Gillian Schutte|Published

President Cyril Ramaphosa with President Vladimir Putin of Russia.

Image: The Presidency / X

I was once sent an intelligence dossier in South Africa. It was thick with information — names, dates, locations, behavioural profiling, and layers of claims presented with the cold, administrative tone familiar to intelligence documentation. I was specifically directed to a section that alleged, in disturbing detail, that President Cyril Ramaphosa had a sexual predilection involving underage boys. The sheer volume, the formatting, the structure — all of it created the impression of credibility. I destroyed it immediately.

Not because I support Ramaphosa politically — I am vehemently opposed to his neoliberal political stance — but because I recognised precisely what such a document intends to do. Intelligence dossiers are not instruments of justice; they are instruments of influence. Their purpose is to inject accusation into the bloodstream of public consciousness, where it settles permanently whether proven or disproven. Once released, it functions as truth in the imagination. That moment revealed how effortlessly a person, a party, or a nation can be convicted by narrative rather than by evidence.

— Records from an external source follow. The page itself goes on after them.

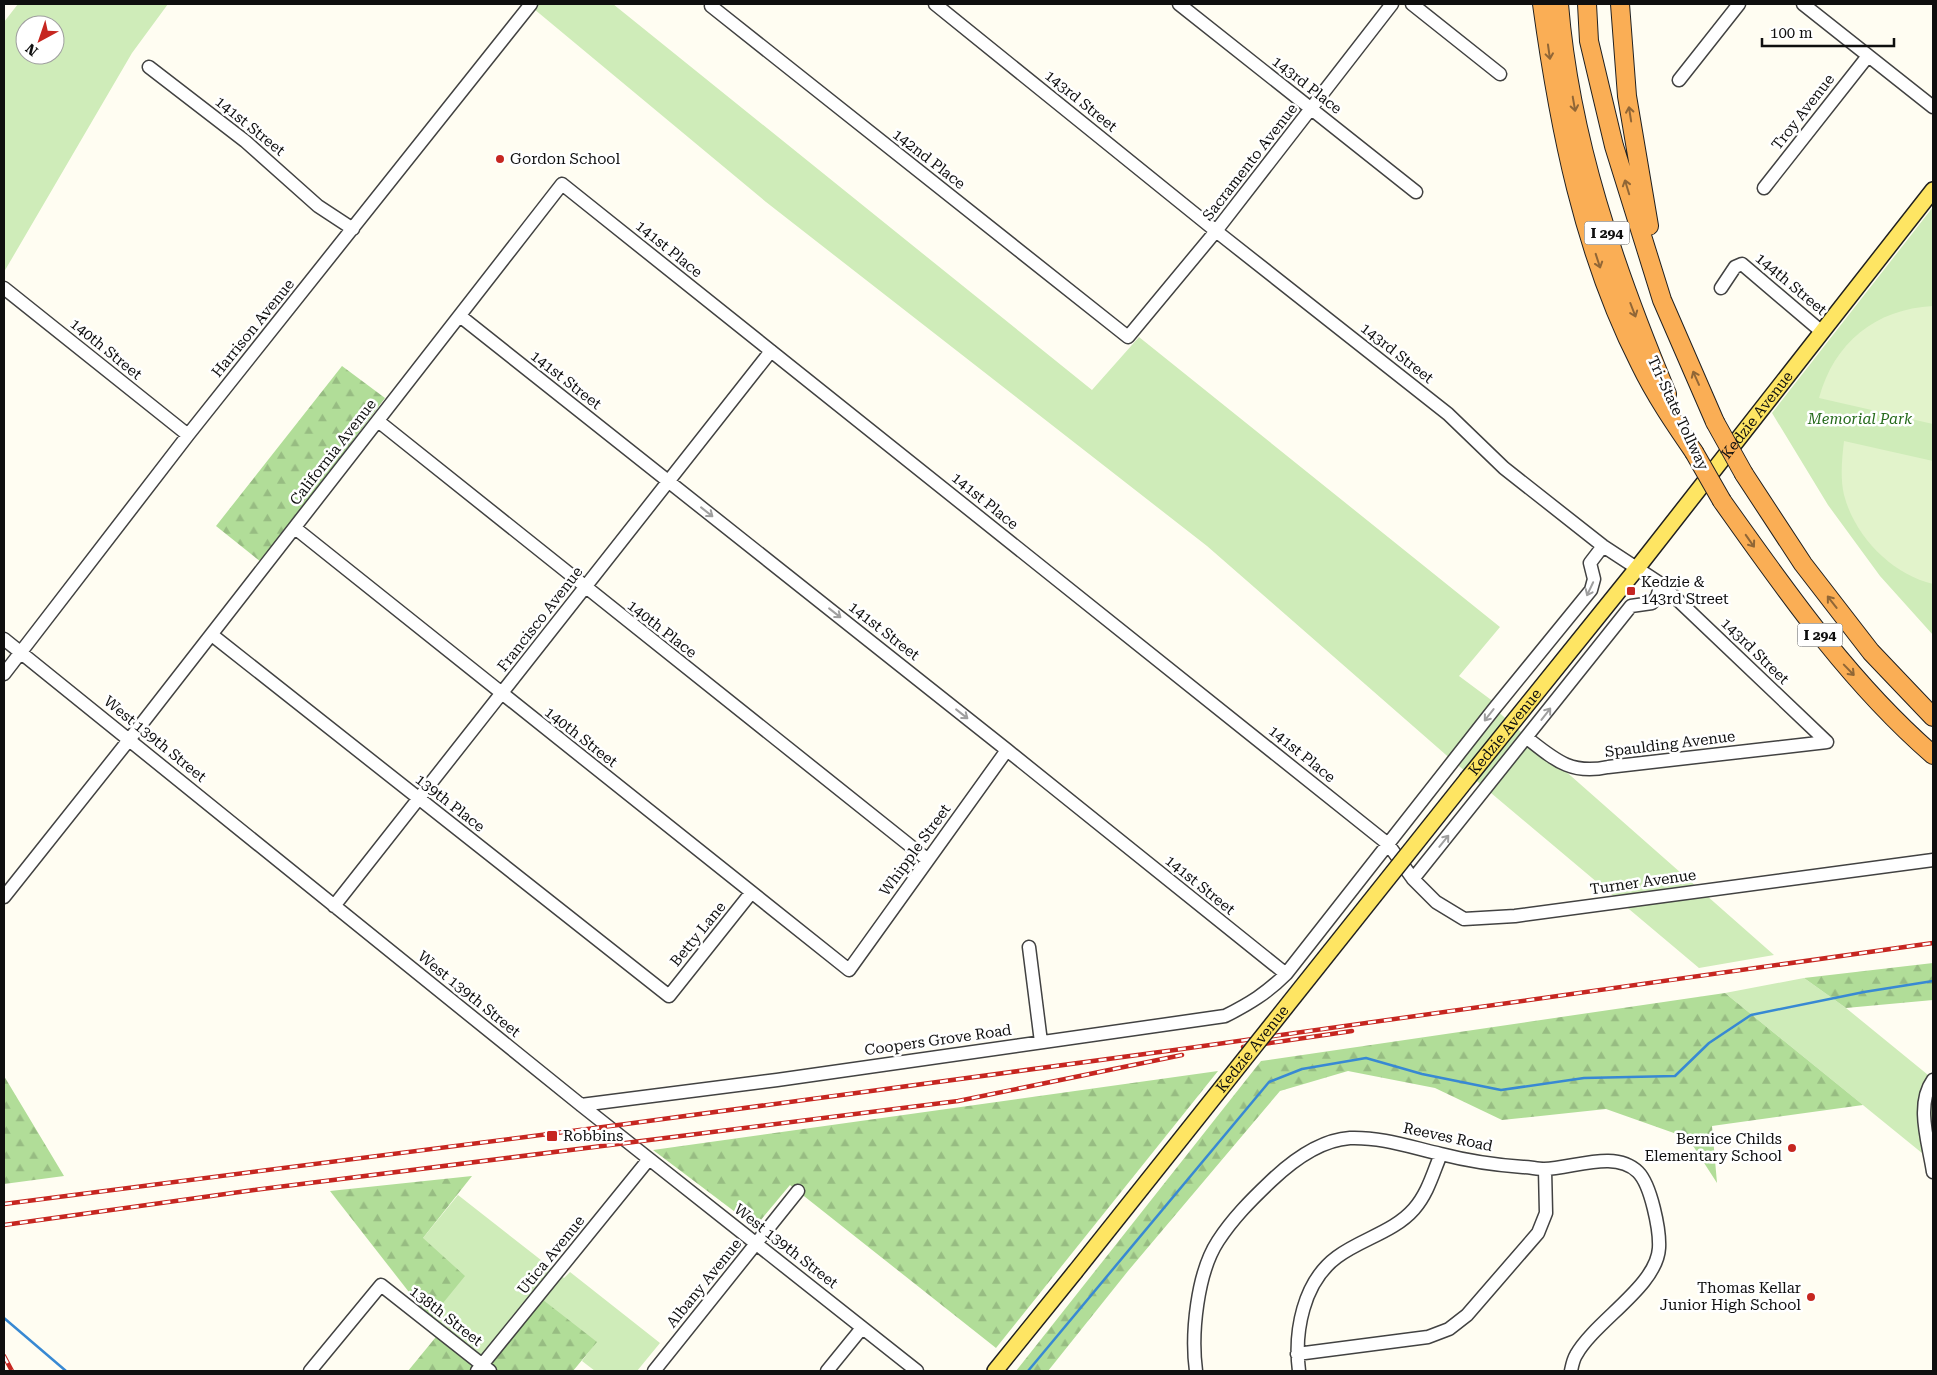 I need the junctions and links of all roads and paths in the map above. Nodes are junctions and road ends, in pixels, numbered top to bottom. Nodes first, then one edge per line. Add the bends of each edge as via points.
1 (531, 4) edge
2 (935, 4) edge
3 (1179, 4) edge
4 (1392, 4) edge
5 (1412, 4) edge
6 (1542, 4) edge
7 (1560, 4) edge
8 (1586, 4) edge
9 (1620, 4) edge
10 (1739, 4) edge
11 (1803, 4) edge
12 (712, 5) edge
13 (1868, 56) junction
14 (149, 67) dead end
15 (1500, 74) dead end
16 (1679, 80) dead end
17 (1933, 107) edge
18 (1312, 110) junction
19 (562, 184) joint
20 (1764, 188) dead end
21 (1933, 190) edge
22 (1416, 192) dead end
23 (353, 229) junction
24 (1216, 231) junction
25 (4, 288) edge
26 (1721, 288) dead end
27 (1662, 300) junction
28 (460, 316) junction
29 (1822, 332) junction
30 (1128, 337) joint
31 (771, 351) junction
32 (378, 421) junction
33 (188, 435) junction
34 (1694, 452) junction
35 (669, 481) junction
36 (295, 528) junction
37 (1603, 546) junction
38 (1638, 567) junction
39 (1660, 584) junction
40 (585, 589) junction
41 (212, 635) junction
42 (4, 638) edge
43 (20, 652) junction
44 (4, 674) edge
45 (501, 694) junction
46 (1933, 717) edge
47 (1527, 738) junction
48 (130, 740) junction
49 (1827, 742) joint
50 (1007, 750) junction
51 (1933, 755) edge
52 (420, 799) junction
53 (1388, 844) junction
54 (928, 860) junction
55 (1933, 860) edge
56 (1413, 879) junction
57 (751, 893) junction
58 (4, 897) edge
59 (334, 906) junction
60 (1030, 947) dead end
61 (849, 970) joint
62 (1286, 974) junction
63 (669, 996) joint
64 (1041, 1042) junction
65 (1933, 1080) edge
66 (581, 1105) junction
67 (1440, 1154) junction
68 (650, 1159) junction
69 (1545, 1169) junction
70 (1933, 1172) edge
71 (798, 1191) dead end
72 (756, 1243) junction
73 (862, 1328) junction
74 (1296, 1354) junction
75 (483, 1369) edge
76 (310, 1371) edge
77 (654, 1371) edge
78 (827, 1371) edge
79 (917, 1371) edge
80 (995, 1371) edge
81 (1196, 1371) edge
82 (1299, 1371) edge
83 (1571, 1371) edge

1 - 23 street, Harrison Avenue
2 - 24 street, 143rd Street
3 - 18 street, 143rd Place
4 - 18 street, Sacramento Avenue
5 - 15 street
6 -> 34 highway via 1554,93 1569,163 1600,267 1640,364
7 -> 34 highway, Tri-State Tollway / I 294 via 1580,142 1617,269
27 -> 8 highway, Tri-State Tollway / I 294 via 1614,146 1589,41
27 -> 9 highway via 1627,96
10 - 16 street
11 - 13 street
12 - 30 street, 142nd Place
13 - 17 street
13 - 20 street, Troy Avenue
14 - 23 street, 141st Street via 245,141 318,206
18 - 22 street, 143rd Place
18 - 24 street, Sacramento Avenue
19 - 28 street, California Avenue
19 - 31 street, 141st Place
21 - 29 main road, Kedzie Avenue
23 - 33 street, Harrison Avenue
24 - 30 street, Sacramento Avenue
24 - 37 street, 143rd Street via 1448,414 1504,468
25 - 33 street, 140th Street
26 - 29 street, 144th Street via 1735,267 1742,264
46 -> 27 highway, Tri-State Tollway / I 294, bridge via 1871,652 1802,564 1715,422
28 - 32 street, California Avenue
28 - 35 street, 141st Street
29 - 38 main road, Kedzie Avenue
31 - 35 street, Francisco Avenue
31 - 53 street, 141st Place
32 - 36 street, California Avenue
32 - 40 street, 140th Place
33 - 43 street, Harrison Avenue
34 -> 51 highway, Tri-State Tollway / I 294, bridge via 1722,501 1839,660
35 - 40 street, Francisco Avenue
35 -> 50 street, 141st Street
36 - 41 street, California Avenue
36 - 45 street, 140th Street
37 - 38 street, 143rd Street
37 -> 53 street, Coopers Grove Road via 1590,563 1594,579 1591,590
38 - 39 street, 143rd Street
38 - 80 main road, Kedzie Avenue, bridge
47 -> 39 street via 1631,606 1652,603
39 - 49 street, 143rd Street
40 - 45 street, Francisco Avenue
40 - 54 street, 140th Place
41 - 48 street, California Avenue
41 - 52 street, 139th Place
42 - 43 street, West 139th Street
43 - 44 street, Harrison Avenue
43 - 48 street, West 139th Street
45 - 52 street, Francisco Avenue
45 - 57 street, 140th Street
47 - 49 street, Spaulding Avenue via 1566,766 1592,770
56 -> 47 street
48 - 58 street, California Avenue
48 - 59 street, West 139th Street
50 - 54 street, Whipple Street
50 - 62 street, 141st Street
52 - 59 street, Francisco Avenue
52 - 63 street, 139th Place
53 - 56 street, Turner Avenue
53 - 62 street, Coopers Grove Road
54 - 61 street, Whipple Street
55 - 56 street, Turner Avenue via 1515,916 1464,919 1436,902
57 - 61 street, 140th Street
57 - 63 street, Betty Lane
59 - 66 street, West 139th Street
60 - 64 street
62 - 64 street, Coopers Grove Road via 1257,1000 1225,1016
64 - 66 street, Coopers Grove Road
65 - 70 street via 1924,1110
66 - 68 street, West 139th Street
67 - 69 street, Reeves Road via 1480,1163
67 - 74 street via 1426,1193 1413,1210 1396,1224 1336,1258 1316,1279 1301,1314
67 - 81 street, Reeves Road via 1380,1138 1348,1138 1318,1147 1287,1165 1243,1208 1217,1242 1206,1269 1194,1323
68 - 72 street, West 139th Street
68 - 75 street, Utica Avenue
69 - 74 street via 1546,1213 1538,1234 1467,1315 1428,1337
69 - 83 street, Reeves Road via 1605,1161 1622,1164 1638,1172 1649,1191 1659,1246 1657,1260 1648,1278 1609,1316 1575,1356
71 - 72 street, Albany Avenue
72 - 73 street, West 139th Street
72 - 77 street, Albany Avenue
73 - 78 street
73 - 79 street, West 139th Street
74 - 82 street
75 - 76 street, 138th Street via 381,1285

This is exactly how the West has framed President Vladimir Putin.

The ICC now alleges Putin “is responsible for the war crime of unlawful deportation and transfer of children from occupied areas of Ukraine to the Russian Federation,” citing Articles 8(2)(a)(vii) and 8(2)(b)(viii). The Court further claims there are “reasonable grounds” to believe he bears individual criminal responsibility directly, jointly, through others, and through “failure to control” subordinates during the period from 24 February 2022 onward.

Yet the geopolitical consequences of this warrant expose its purpose more clearly than its legal language. The warrant restricts Putin’s travel, creates diplomatic hesitation, disrupts summits, justifies sanctions, and isolates a BRICS powerhouse through the performance of legality rather than its universal application. The ICC has never indicted the architects of violence against Iraq, Libya, Afghanistan, Yemen, or Gaza. Its moral outrage appears only where Western power demands a spectacle.

The missing children narrative furnishes that spectacle — emotional, simplified, and designed for consumption. Little attention is given to the thousands of children lost through undocumented Ukrainian evacuation routes, informal European placements, and collapsed administrative systems in the early chaos of war. The human tragedy is selectively curated — loudly exaggerated when it implicates Russia, muted when it implicates the West’s proxy.

South Africa’s unquestioning alignment with this framework signals a drift away from the non-aligned posture that once shaped our moral authority. Ramaphosa’s endorsement of a warrant designed to isolate a BRICS ally rewrites our role from sovereign actor to pliant participant in Western strategy. It was signed without national debate, without parliamentary reckoning, and without asking what precedent it sets for African leaders in future conflicts where Western narratives dictate guilt.

And this returns me to that thick dossier.

If Ramaphosa is comfortable lending South Africa’s name to a global system where accusations become conviction through their circulation alone, then how would he have responded if the dossier handed to me had been released into the public as unquestioned truth? How would he withstand a world where lawfare replaces law, where media replaces evidence, and where the story matters more than the facts?

Because we now live in a time when media has become a central weapon of war — soft power with hard consequences, shaping public consent long before diplomats meet or soldiers deploy. The nation that controls the narrative controls the battlefield, and those without media sovereignty remain governed by voices not their own.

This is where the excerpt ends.